Furthermore, and potentially a secondary concern, but adding mismatched speakers will adversely impact on the timbre or nature of the sound. Audiophiles try to “timbre match” speakers in a surround setup by ensuring all speakers are either the same or from the same family from a single manufacturer.
Getting to answering your question ….
The first link below provides some of the basics of wiring speakers in series and parallel and how this changes the impedence presented to the amplifier.
The second link provides a discussion thread regarding a similar issue … for information.
I’ll leave you to analyze various options regarding wiring extra speakers … although wiring a 16 ohm speaker in parallel and a 6 ohm speaker in series with each of your current front speakers might be a configuarion to consider.
The fact that your current system is driving 3 ohm speakers suggests it has good low impedence stability (something many amplifers do not have).

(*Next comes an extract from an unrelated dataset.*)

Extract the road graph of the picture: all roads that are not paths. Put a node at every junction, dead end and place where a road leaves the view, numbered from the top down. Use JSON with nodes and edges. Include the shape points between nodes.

But it doesn’t guarantee that the amplifiers will be able to withstand the higher amperage which would result form driving a lower impedence. And wiring additional speakers in parallel with the originals would reduce the overall impedence … potentially causing protection circuits to trip or even burning out the amplifier.
If additional speaker(s) are wired in series on a specific channel the overall impedence (load) is the sum of the individual speakers’ impedence. This means that the power available from the amplifier for that channel is decreased (volume will be reduced. Although, given there are two speakers now working this will be to some degree compensated for, but not linearly).

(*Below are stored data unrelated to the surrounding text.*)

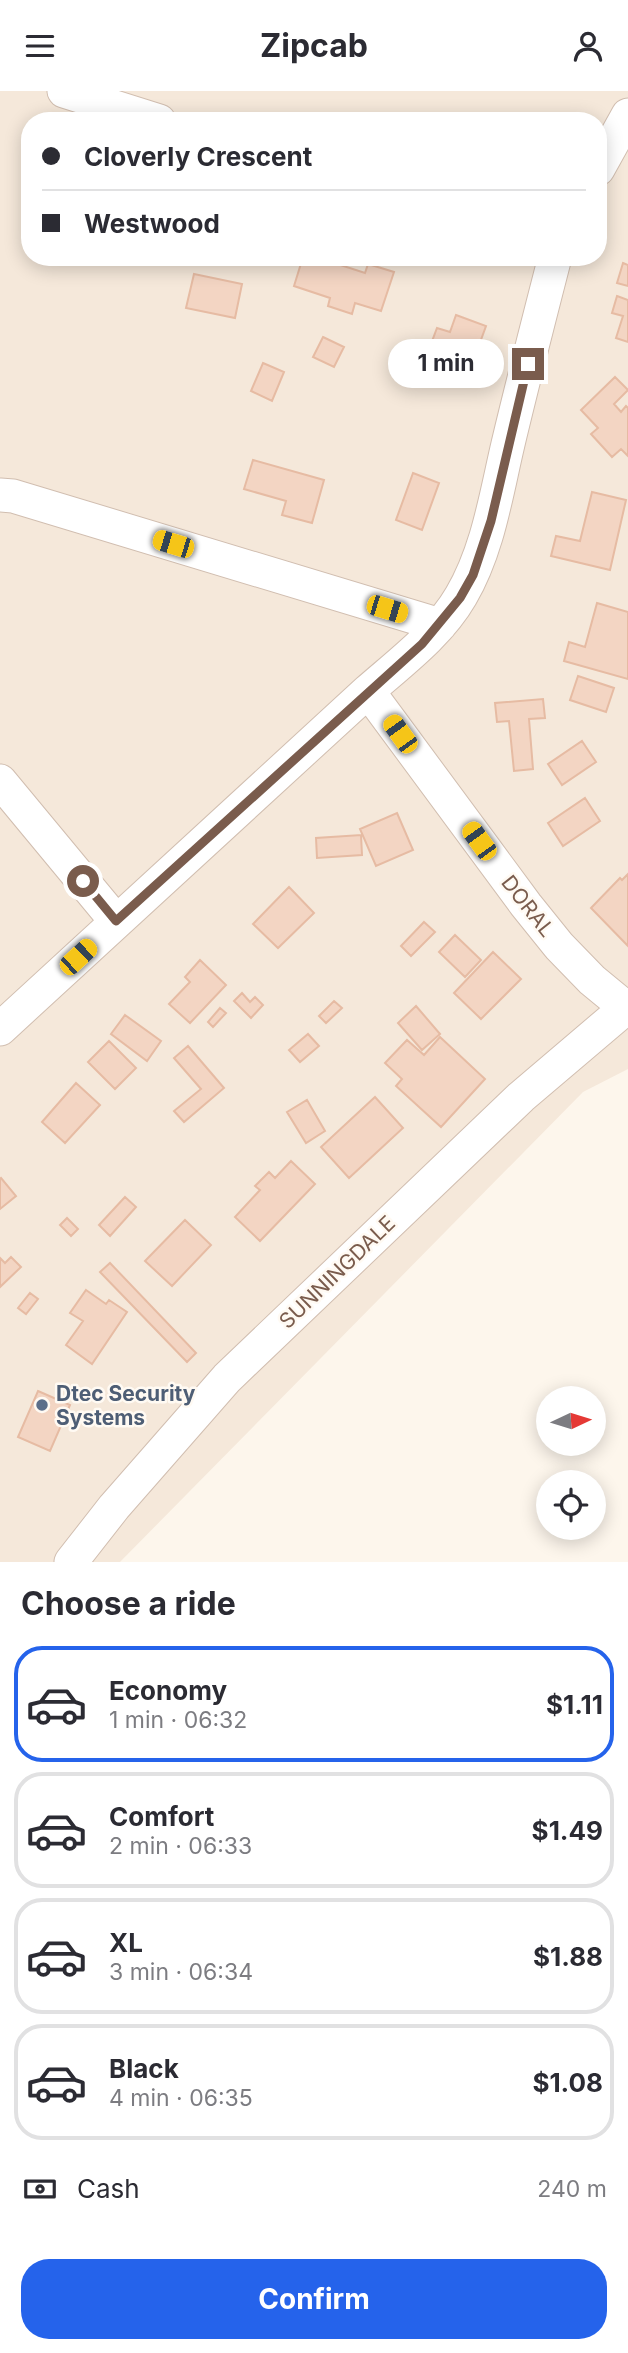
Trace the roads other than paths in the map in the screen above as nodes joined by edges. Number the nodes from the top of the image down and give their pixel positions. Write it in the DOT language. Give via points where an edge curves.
graph roads {
  1 [pos="64,91"];
  2 [pos="130,112"];
  3 [pos="628,115"];
  4 [pos="607,153"];
  5 [pos="553,266"];
  6 [pos="0,495"];
  7 [pos="440,625"];
  8 [pos="368,691"];
  9 [pos="0,781"];
  10 [pos="116,921"];
  11 [pos="627,1007"];
  12 [pos="0,1030"];
  13 [pos="71,1562"];
  1 -- 2 [label="street"];
  3 -- 4 [label="street"];
  5 -- 7 [label="street" via="491,521 473,575"];
  6 -- 7 [label="street"];
  7 -- 8 [label="street"];
  8 -- 10 [label="street"];
  8 -- 11 [label="street, DORAL" via="559,946"];
  9 -- 10 [label="street"];
  10 -- 12 [label="street"];
  11 -- 13 [label="street, SUNNINGDALE" via="521,1097 227,1378"];
}
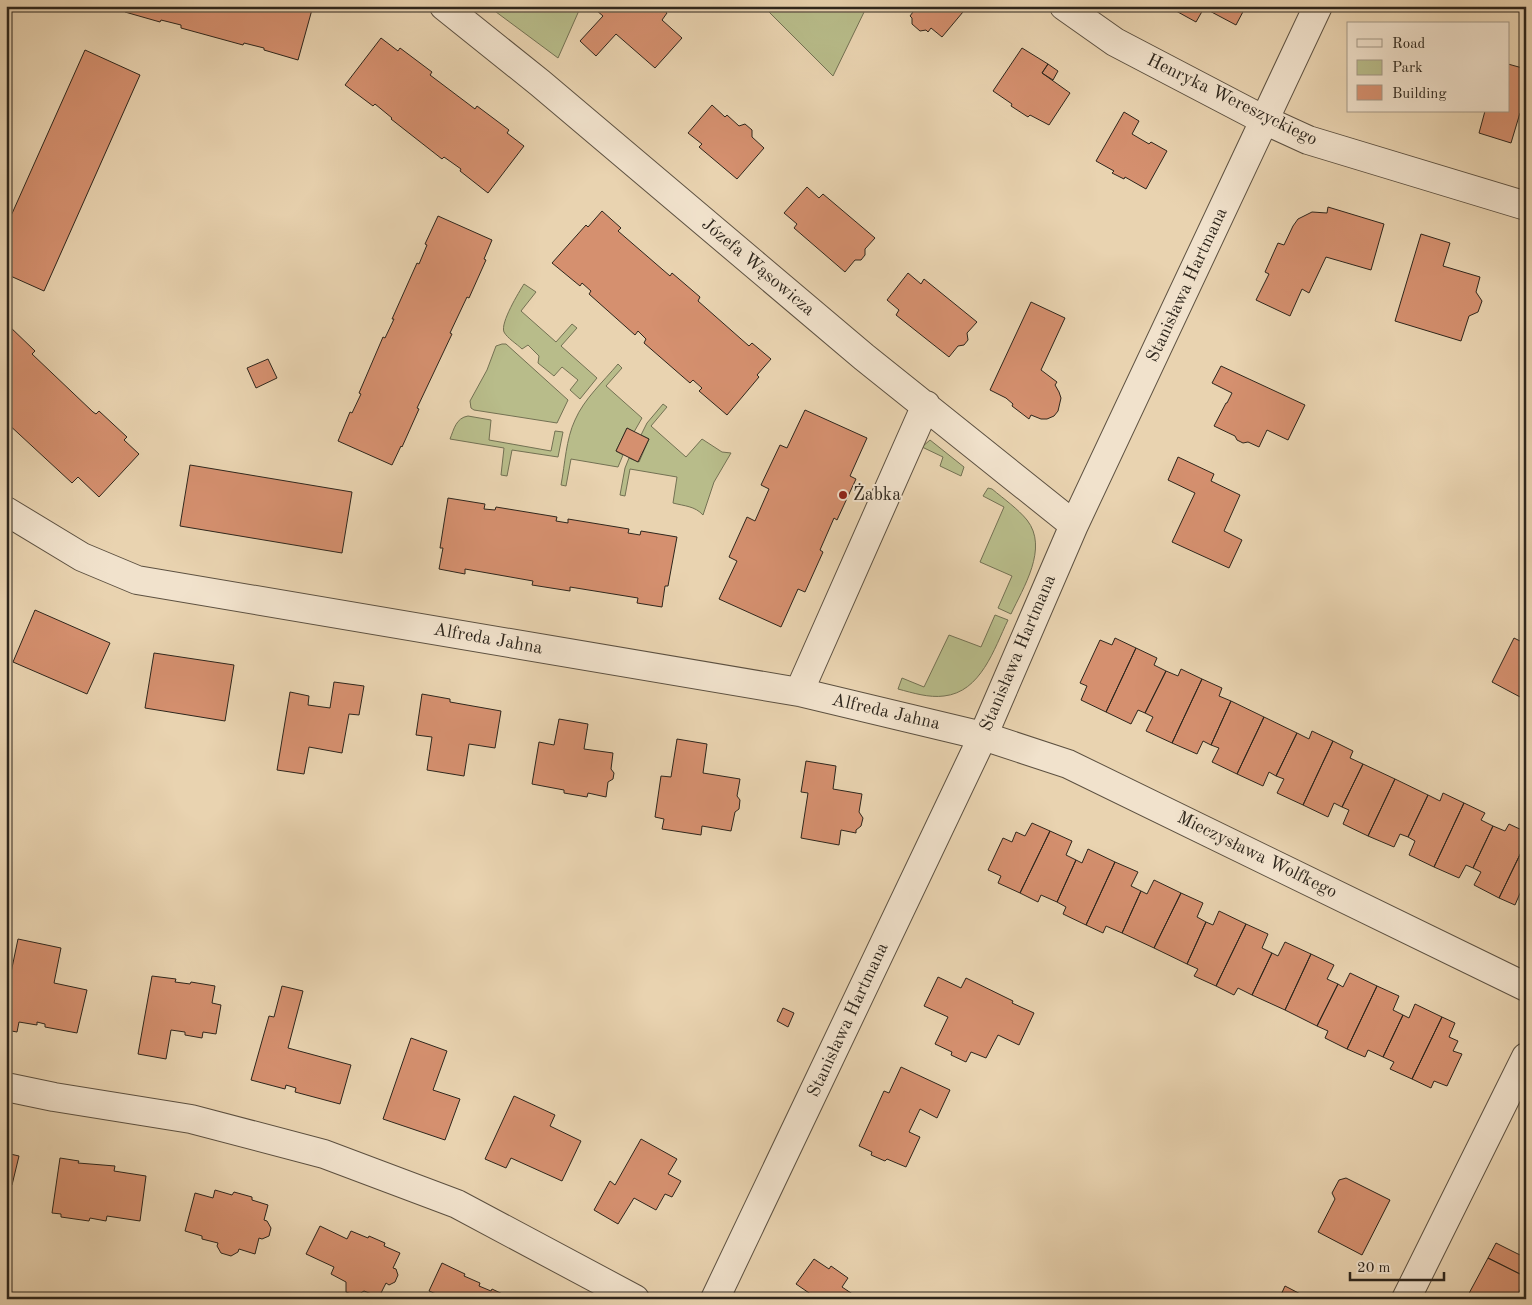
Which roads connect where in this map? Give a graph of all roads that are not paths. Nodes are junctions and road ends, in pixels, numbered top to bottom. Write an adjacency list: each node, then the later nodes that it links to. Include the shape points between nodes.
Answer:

My advice is that If you want “better” sound consider upgrading the speakers. And simply use the extra speakers in another room for a stereo setup selected by an A:B switch. On the other hand if you want to try wiring the extra speakers to your existing setup, you probably now see why I suggested the combination of parallel and series wiring of two speakers to the front channels.
Hope this helps.
Comment by agb90spruce — April 29, 2007 @ 9:02 am
Don’t do it. If you want a louder system, simply adding speakers won’t give you that much more volume since you will be dividing your amplifier power between more speakers. Not to mention that impedence mis-matching can easily blow your amp. And the other poster is correct to say that mis-matched speakers in a surround system don’t sound very good.

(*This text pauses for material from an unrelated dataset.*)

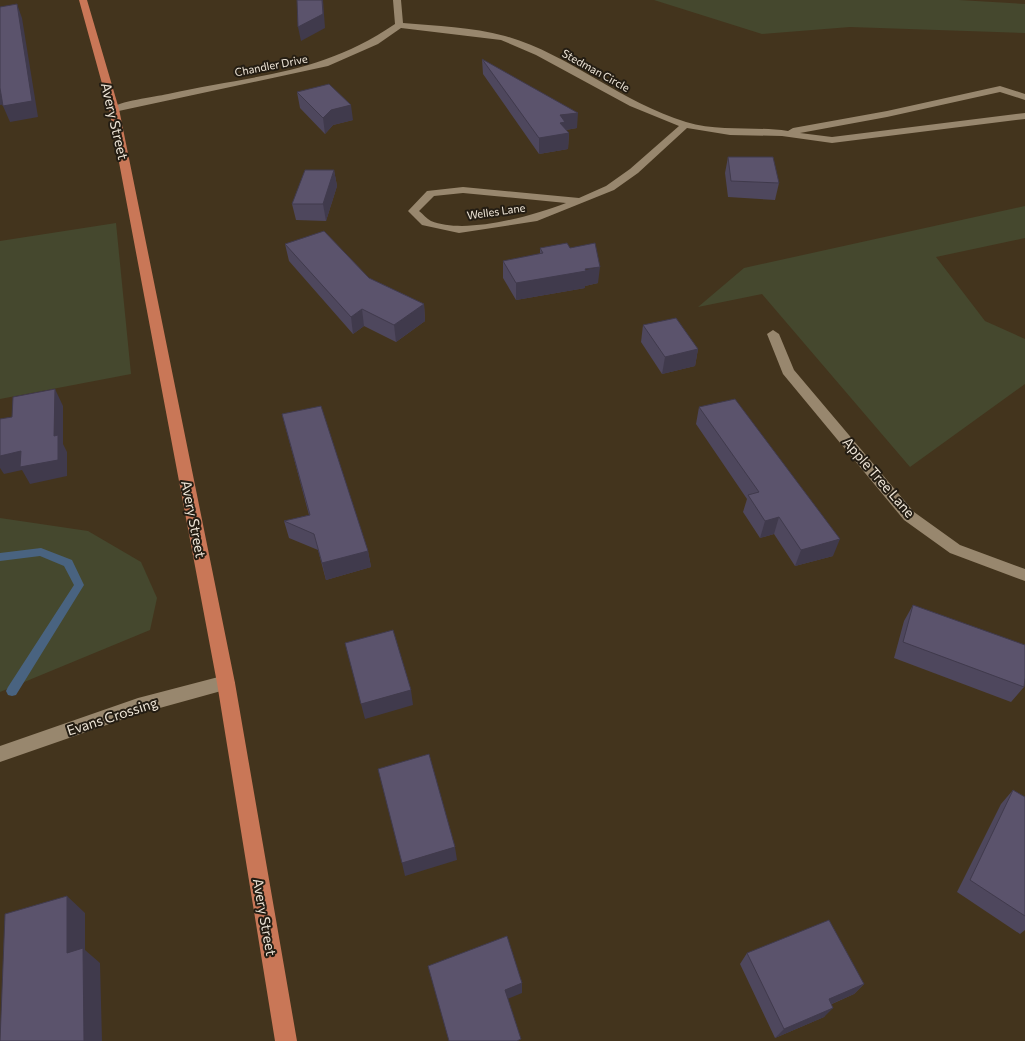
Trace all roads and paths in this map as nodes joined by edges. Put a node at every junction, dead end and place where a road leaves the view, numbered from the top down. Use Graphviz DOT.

Comment by mimalmo — May 1, 2007 @ 11:03 pm
Probably not a good idea on the fronts. You want tonally matched mains and mixing can cause acoustical chaos with all sorts of phase issues and cancellations. If you have speakers that are at 3 ohms (are you certain this is the case?), then that is a very hefty impedence load for most 5.1 channel recievers. What you could do is run the sats as a second set of surrounds in SERIES. This won’t give you a true 7.1 setup, but you may have better surround coverage (run one set of surrounds on the sides, one set in the rear). To wire in series, you do as follows. Keep in mind that red is always positive and this assumes you have standard twin wire positive/negative speaker hookups…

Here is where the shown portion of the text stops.